But try living as a public paragon of personal freedom within the
bottom-line-oriented constraints of a marketing plan. There’s the
challenge: treating this as a business without having it look like one.
Let’s close this week’s installment on a playful note, something that
every reader can relate to. Something that touches us all deeply,
evokes intense memories, and rouses strong feelings...
I floated easily in a nitrous fog, the Walkman pumping Bob James into
my head, my wool-shrouded toes tapping in their well-worn Birkenstocks.
Through half-closed lids I saw the needle approach my mouth and
prepared to wince, flashing painfully on the closing scene of the movie
Brazil. But the nurse tapped
my arm, some kind of swabbed on local anesthetic numbed me, and I
failed to notice the violation of my gums. So far so good.

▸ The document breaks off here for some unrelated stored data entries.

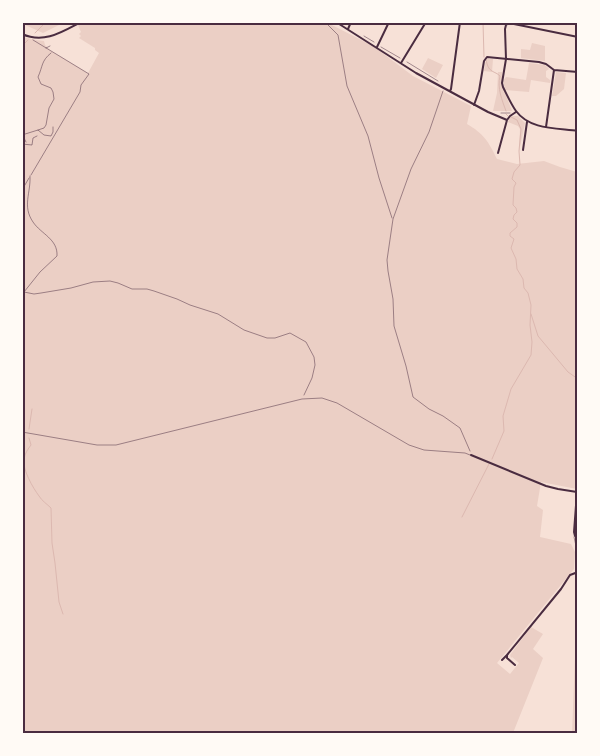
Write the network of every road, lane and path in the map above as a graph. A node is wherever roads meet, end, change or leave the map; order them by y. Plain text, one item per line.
1 (81, 22) edge
2 (325, 22) edge
3 (336, 22) edge
4 (351, 22) edge
5 (389, 22) edge
6 (426, 22) edge
7 (460, 22) edge
8 (508, 23) edge
9 (348, 29) junction
10 (22, 34) edge
11 (365, 36) dead end
12 (578, 37) edge
13 (30, 38) junction
14 (50, 46) dead end
15 (378, 46) junction
16 (45, 49) junction
17 (52, 53) junction
18 (506, 58) junction
19 (404, 60) junction
20 (401, 63) junction
21 (554, 70) junction
22 (578, 72) edge
23 (440, 82) dead end
24 (445, 88) junction
25 (450, 91) junction
26 (474, 105) junction
27 (516, 112) junction
28 (507, 120) junction
29 (526, 122) junction
30 (53, 127) dead end
31 (546, 127) junction
32 (38, 130) junction
33 (578, 131) edge
34 (23, 135) edge
35 (37, 136) dead end
36 (26, 143) junction
37 (22, 144) edge
38 (524, 150) dead end
39 (498, 153) dead end
40 (30, 176) junction
41 (22, 190) edge
42 (393, 219) junction
43 (302, 399) junction
44 (22, 432) edge
45 (471, 455) junction
46 (576, 536) edge
47 (576, 546) dead end
48 (578, 572) edge
49 (507, 655) junction
50 (502, 660) dead end
51 (515, 665) dead end

1 - 13 street
2 - 42 path
3 - 9 street
4 - 9 street
5 - 15 street
6 - 19 street
7 - 25 street
8 - 12 street
8 - 18 street
9 - 15 street
10 - 13 street
11 - 15 path
13 - 16 path
14 - 16 path
15 - 19 path
15 - 20 street
16 - 17 path
17 - 32 path
17 - 40 path
18 - 21 street
18 - 26 street
18 - 27 street
19 - 20 street
19 - 23 path
20 - 24 street
21 - 22 street
21 - 31 street
24 - 25 street
24 - 42 path
25 - 26 street
26 - 28 street
27 - 28 street
27 - 29 street
28 - 39 street
29 - 31 street
29 - 38 street
30 - 32 path
31 - 33 street
32 - 34 path
34 - 36 path
35 - 36 path
36 - 37 path
40 - 41 path
40 - 43 path
42 - 45 path
43 - 44 lane
43 - 45 lane
45 - 46 street
46 - 47 lane
48 - 49 street
49 - 50 street
49 - 51 street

Mega-numb—no way for me to transcend dental medication. I was calmed by
the delightful gas but intellectually nervous, my normal dentist-chair
panic elevated to a sort of bemused abstraction but still very much in
evidence. I had never been to a painless dentist and didn’t truly
believe them to exist... and he was probing a very large hole in a
broken wisdom tooth, the subject of many a horror story.
Jazz swirled through my head; I heard the drill scream. It entered,
rising and falling in pitch as it carved living tooth, raising a cloud
of hot enamel-dust that shocked my nose as would my own burning flesh.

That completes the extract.